**YOUR INSTRUCTIONS**
The result should be every line in the material below containing the string "list".

**RECORDS FOR THIS EXERCISE**
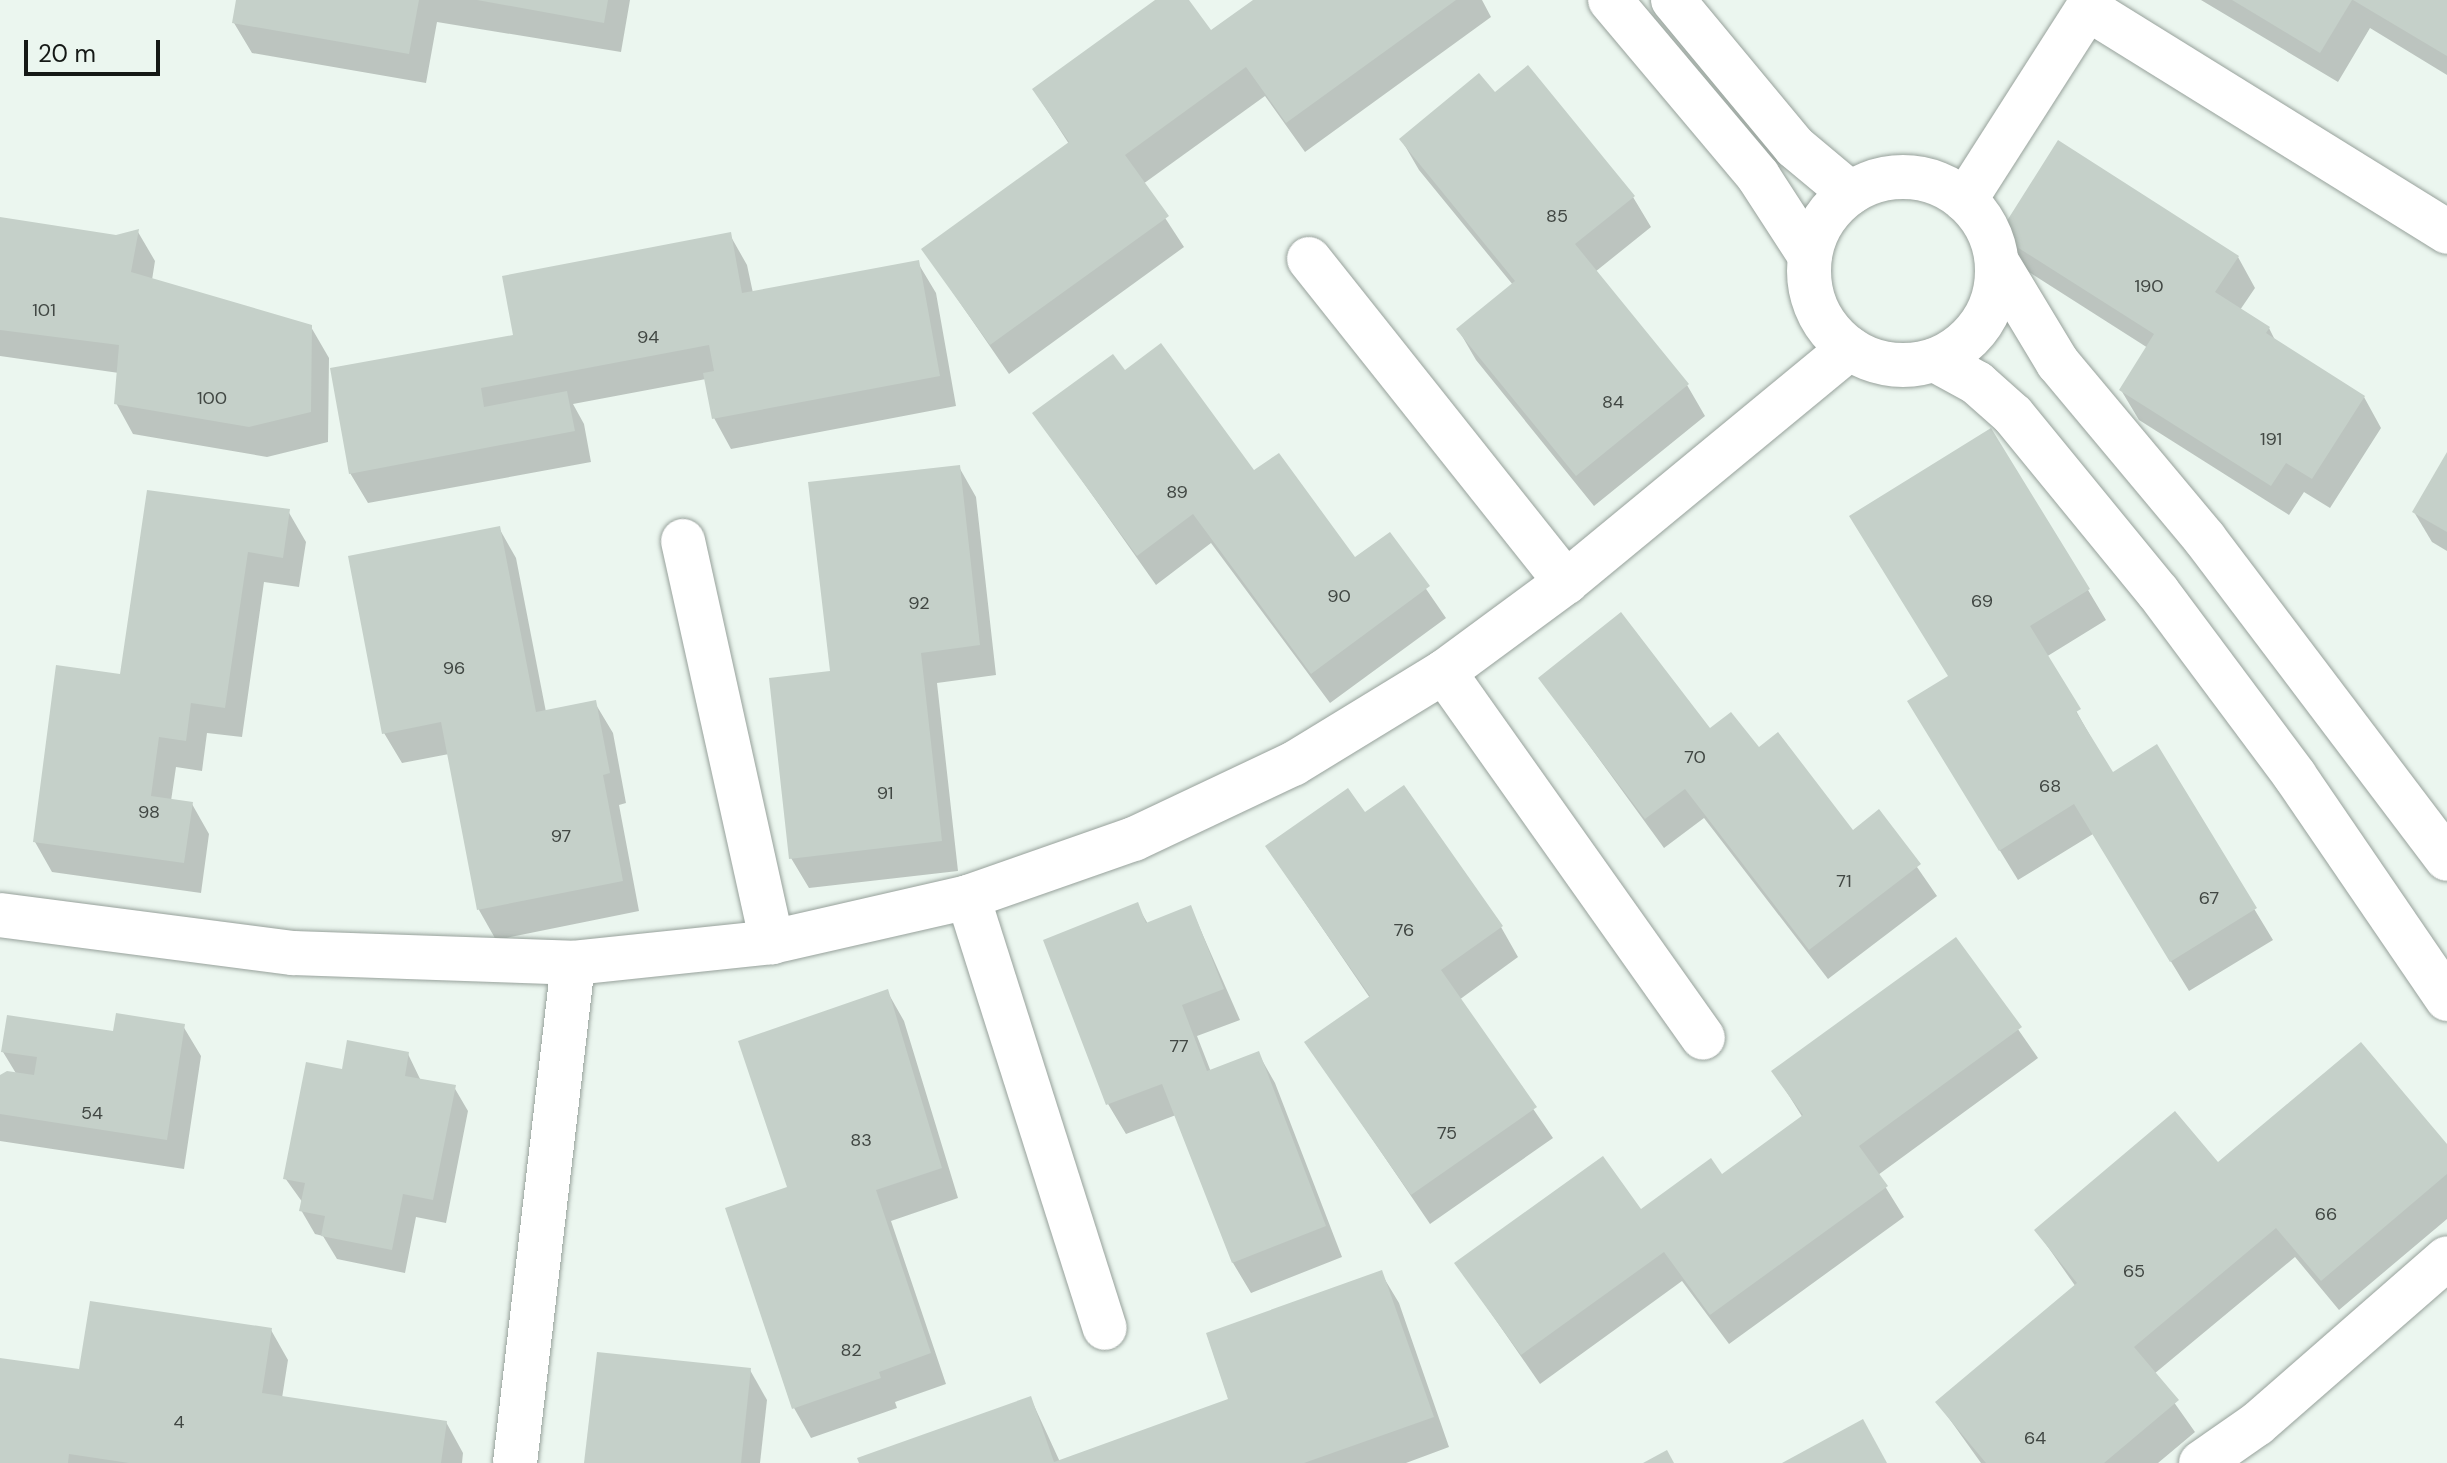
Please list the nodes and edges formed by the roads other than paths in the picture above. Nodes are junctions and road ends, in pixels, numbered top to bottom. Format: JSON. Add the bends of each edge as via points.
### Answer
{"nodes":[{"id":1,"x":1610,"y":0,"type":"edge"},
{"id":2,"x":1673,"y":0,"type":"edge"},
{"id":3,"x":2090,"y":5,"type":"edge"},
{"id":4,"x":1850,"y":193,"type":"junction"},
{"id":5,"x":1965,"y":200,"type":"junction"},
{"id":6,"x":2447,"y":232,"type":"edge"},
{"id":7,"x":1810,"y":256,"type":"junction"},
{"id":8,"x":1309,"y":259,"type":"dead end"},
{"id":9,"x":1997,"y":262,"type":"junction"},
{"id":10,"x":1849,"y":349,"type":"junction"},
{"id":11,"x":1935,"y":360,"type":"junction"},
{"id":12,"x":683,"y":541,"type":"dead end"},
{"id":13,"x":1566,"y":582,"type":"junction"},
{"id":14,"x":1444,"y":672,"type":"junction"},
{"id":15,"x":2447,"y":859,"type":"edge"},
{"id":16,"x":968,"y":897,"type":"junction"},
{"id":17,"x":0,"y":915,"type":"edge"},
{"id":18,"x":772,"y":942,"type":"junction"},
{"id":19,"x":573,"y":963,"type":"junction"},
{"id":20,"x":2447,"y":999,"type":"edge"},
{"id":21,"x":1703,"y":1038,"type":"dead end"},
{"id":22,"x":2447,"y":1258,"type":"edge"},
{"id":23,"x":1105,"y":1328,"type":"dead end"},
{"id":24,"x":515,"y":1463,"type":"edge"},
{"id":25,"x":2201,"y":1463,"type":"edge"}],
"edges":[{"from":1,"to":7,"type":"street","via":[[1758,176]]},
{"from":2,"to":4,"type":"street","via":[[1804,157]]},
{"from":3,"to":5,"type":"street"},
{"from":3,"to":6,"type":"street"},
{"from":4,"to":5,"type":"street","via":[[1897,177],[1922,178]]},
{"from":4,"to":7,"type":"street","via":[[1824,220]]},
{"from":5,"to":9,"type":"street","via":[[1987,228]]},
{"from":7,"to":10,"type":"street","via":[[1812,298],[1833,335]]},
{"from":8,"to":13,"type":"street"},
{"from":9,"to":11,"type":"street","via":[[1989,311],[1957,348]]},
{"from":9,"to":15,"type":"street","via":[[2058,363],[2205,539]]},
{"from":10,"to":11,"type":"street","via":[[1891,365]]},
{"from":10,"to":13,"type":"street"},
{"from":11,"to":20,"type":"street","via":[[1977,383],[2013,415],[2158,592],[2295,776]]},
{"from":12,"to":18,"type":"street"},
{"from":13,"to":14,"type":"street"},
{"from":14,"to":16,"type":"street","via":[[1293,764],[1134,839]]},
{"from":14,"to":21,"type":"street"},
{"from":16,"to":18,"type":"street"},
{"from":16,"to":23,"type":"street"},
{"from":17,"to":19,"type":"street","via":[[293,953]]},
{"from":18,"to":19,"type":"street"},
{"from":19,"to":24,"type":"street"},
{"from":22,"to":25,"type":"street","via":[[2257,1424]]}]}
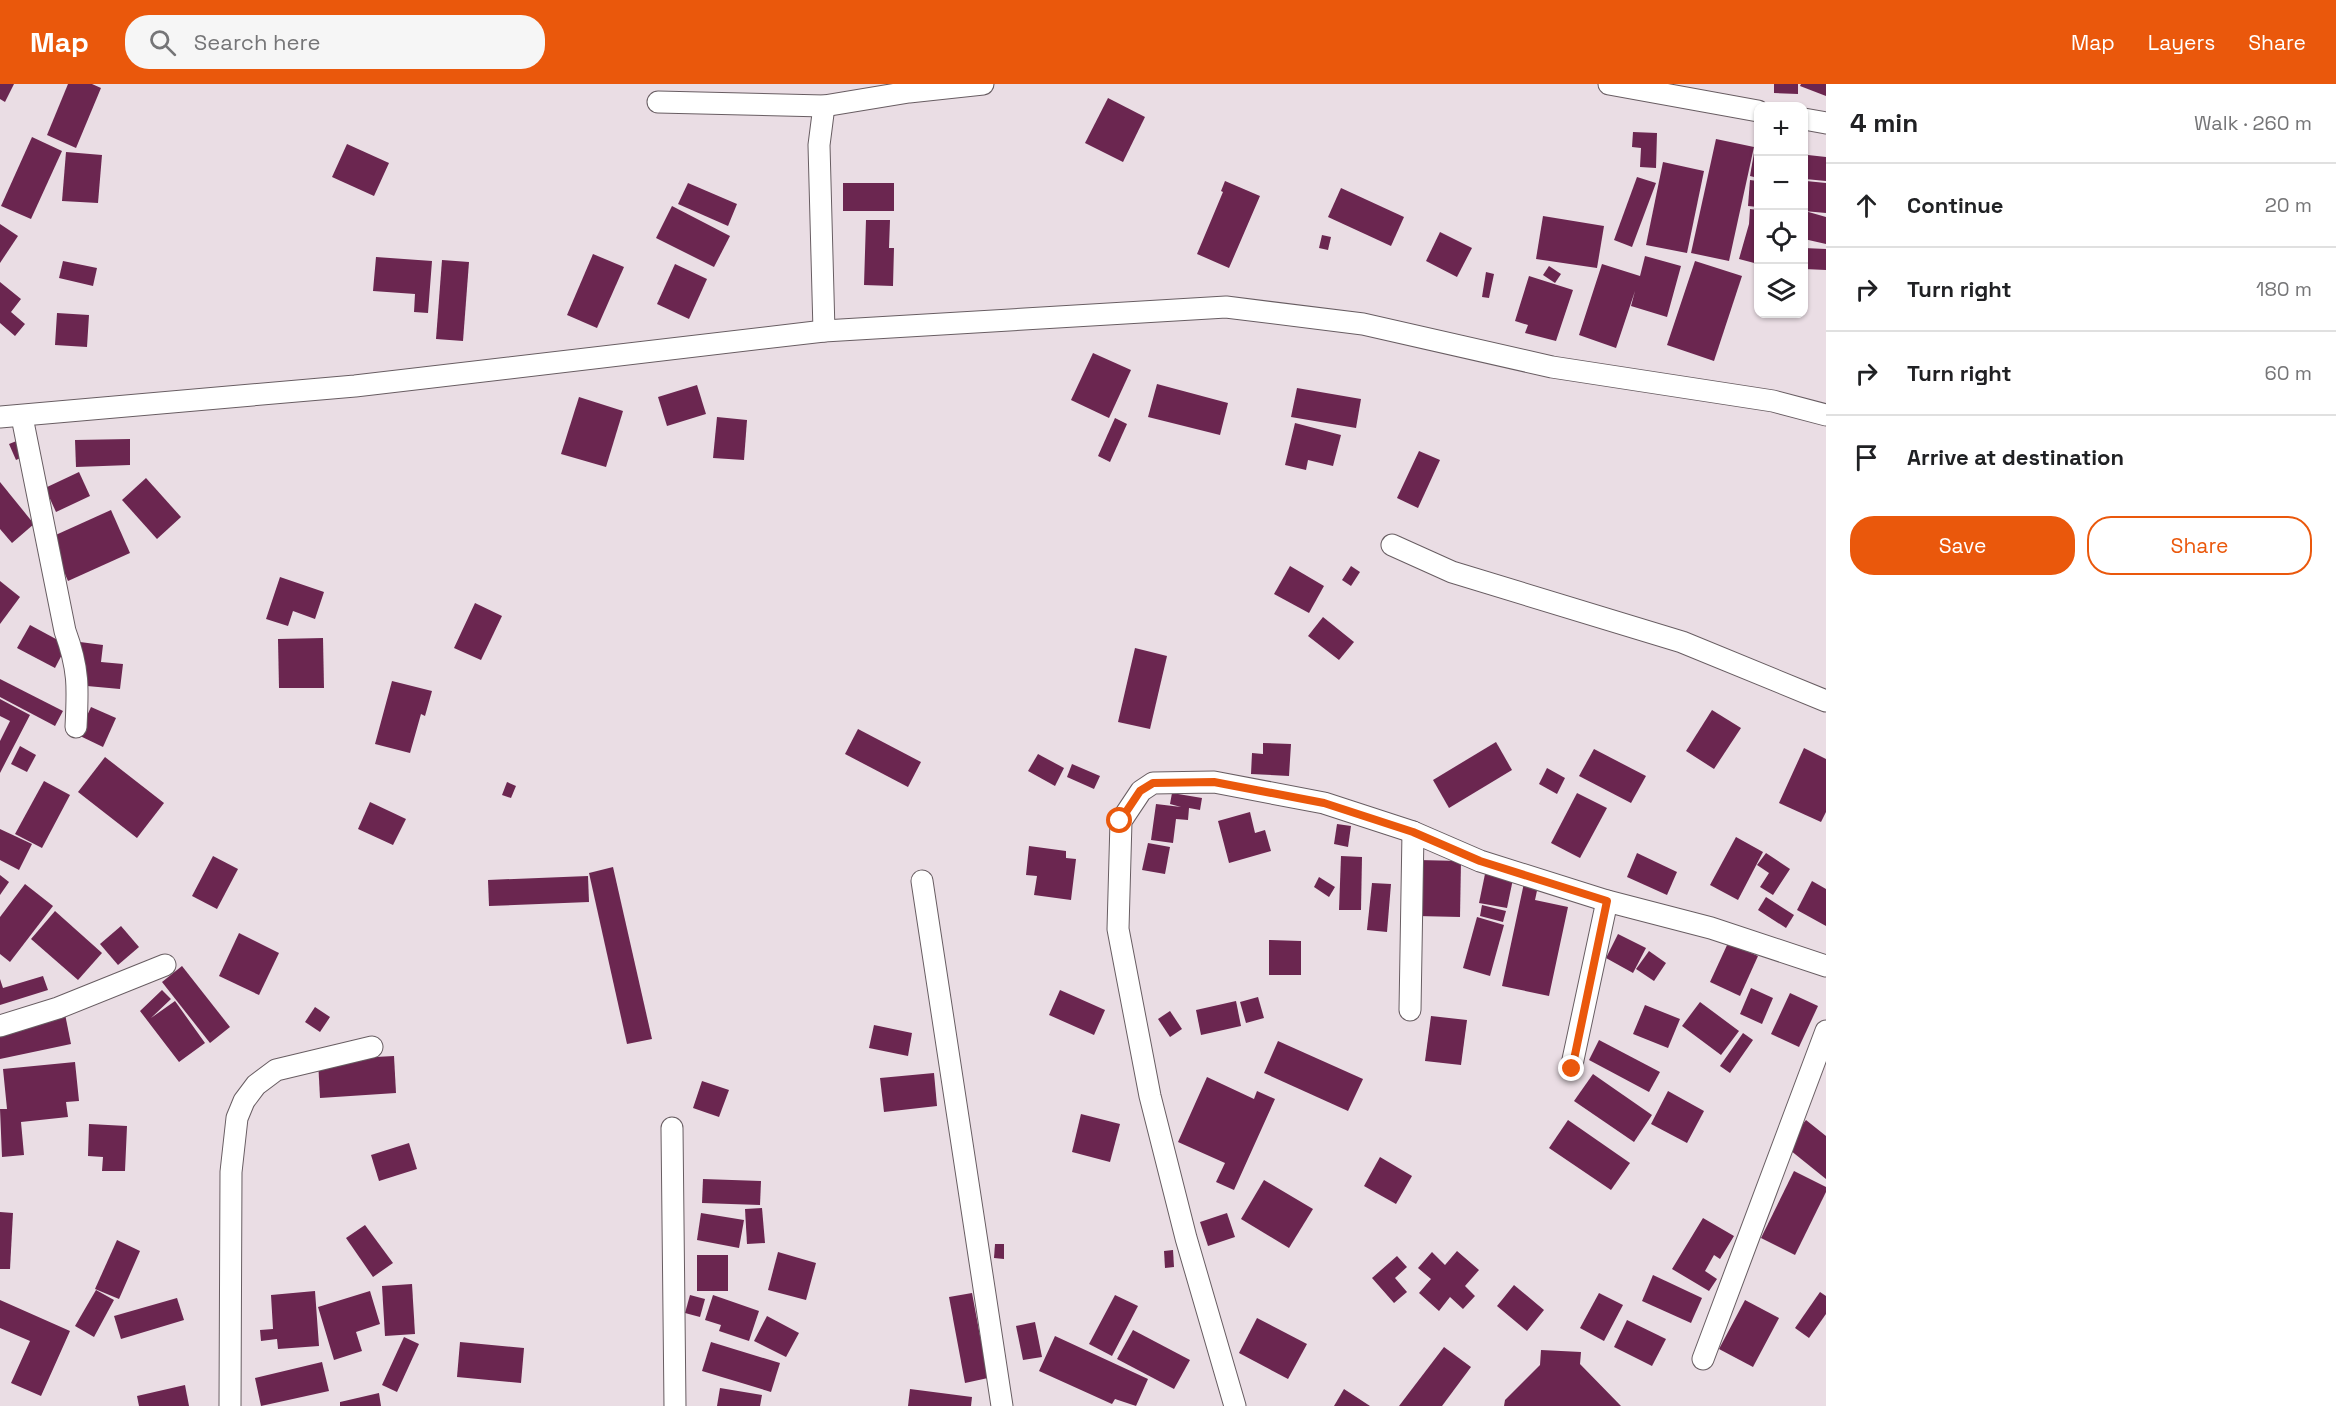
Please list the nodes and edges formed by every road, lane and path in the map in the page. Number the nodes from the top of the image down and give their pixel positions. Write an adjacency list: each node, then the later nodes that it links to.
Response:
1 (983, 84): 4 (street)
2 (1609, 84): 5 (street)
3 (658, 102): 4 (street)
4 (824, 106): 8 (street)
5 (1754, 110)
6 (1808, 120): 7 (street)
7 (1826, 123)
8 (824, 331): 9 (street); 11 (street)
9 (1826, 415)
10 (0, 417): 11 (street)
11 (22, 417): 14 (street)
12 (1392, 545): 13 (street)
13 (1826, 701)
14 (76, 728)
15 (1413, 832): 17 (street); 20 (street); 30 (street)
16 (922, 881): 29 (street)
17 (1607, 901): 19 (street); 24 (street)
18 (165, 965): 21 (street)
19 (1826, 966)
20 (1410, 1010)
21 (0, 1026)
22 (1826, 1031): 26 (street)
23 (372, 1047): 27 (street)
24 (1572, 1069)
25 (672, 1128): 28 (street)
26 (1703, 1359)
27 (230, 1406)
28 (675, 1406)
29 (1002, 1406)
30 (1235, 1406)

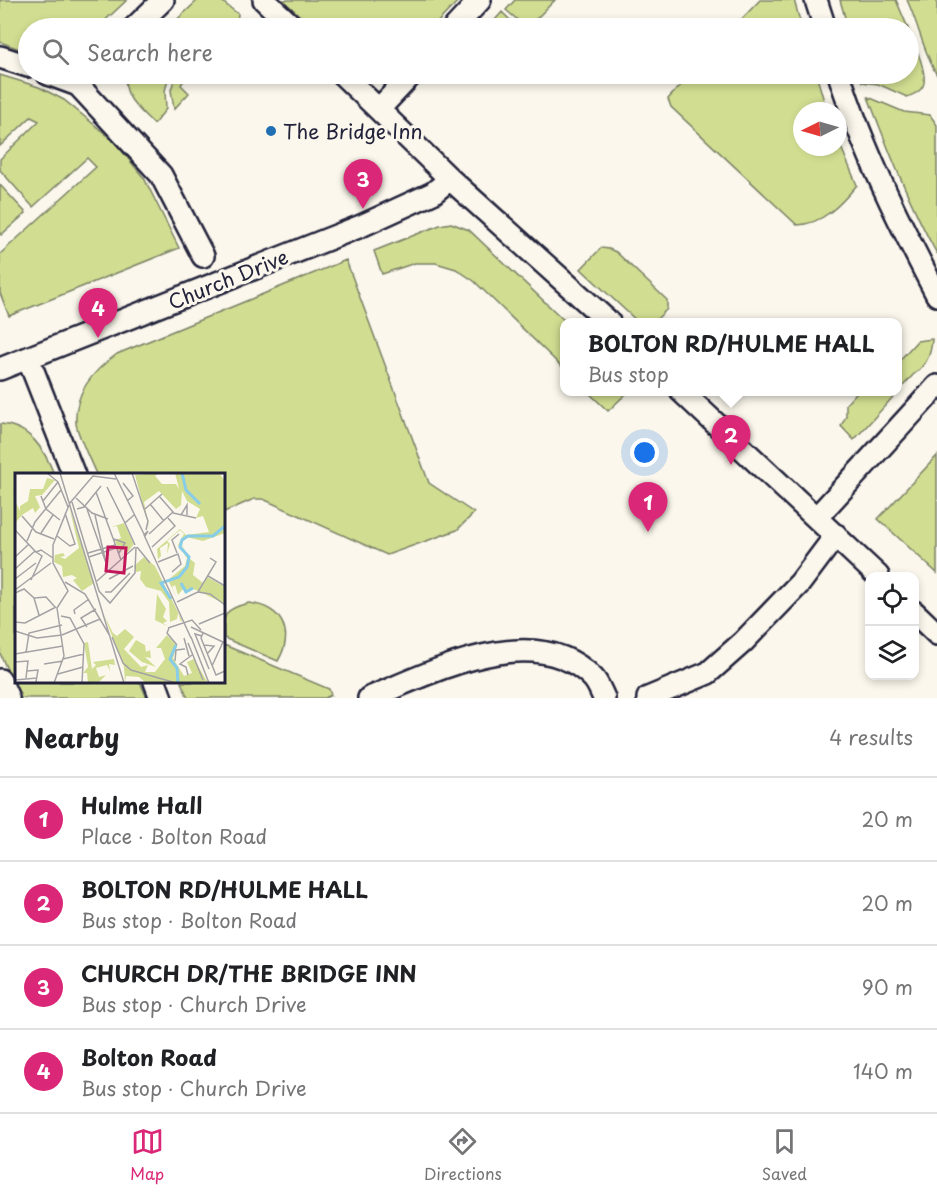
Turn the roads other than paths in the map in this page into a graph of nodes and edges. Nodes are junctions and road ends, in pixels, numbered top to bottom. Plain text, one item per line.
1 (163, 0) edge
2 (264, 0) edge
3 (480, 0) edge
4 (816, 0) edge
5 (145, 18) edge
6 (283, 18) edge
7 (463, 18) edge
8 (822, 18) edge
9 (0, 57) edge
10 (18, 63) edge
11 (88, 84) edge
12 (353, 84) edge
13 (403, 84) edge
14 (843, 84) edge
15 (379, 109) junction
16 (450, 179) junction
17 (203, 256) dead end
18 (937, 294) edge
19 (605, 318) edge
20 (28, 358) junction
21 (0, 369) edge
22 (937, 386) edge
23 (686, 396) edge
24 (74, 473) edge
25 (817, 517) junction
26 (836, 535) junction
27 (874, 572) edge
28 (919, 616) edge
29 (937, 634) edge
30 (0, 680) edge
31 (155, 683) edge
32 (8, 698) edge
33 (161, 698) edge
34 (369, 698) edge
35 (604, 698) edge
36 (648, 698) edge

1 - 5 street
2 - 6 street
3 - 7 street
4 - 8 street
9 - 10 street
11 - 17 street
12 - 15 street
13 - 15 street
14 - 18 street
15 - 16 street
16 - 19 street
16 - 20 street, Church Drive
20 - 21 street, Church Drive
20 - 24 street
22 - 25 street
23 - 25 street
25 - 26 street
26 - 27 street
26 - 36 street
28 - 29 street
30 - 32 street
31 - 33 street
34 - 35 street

**OUTPUT FOR THIS EXERCISE**
Please list the nodes and edges formed by the roads other than paths in the picture above. Nodes are junctions and road ends, in pixels, numbered top to bottom. Format: JSON. Add the bends of each edge as via points.
Please list the nodes and edges formed by every road, lane and path in the map in the page. Number the nodes from the top of the image down and give their pixel positions. Write an adjacency list: each node, then the later nodes that it links to.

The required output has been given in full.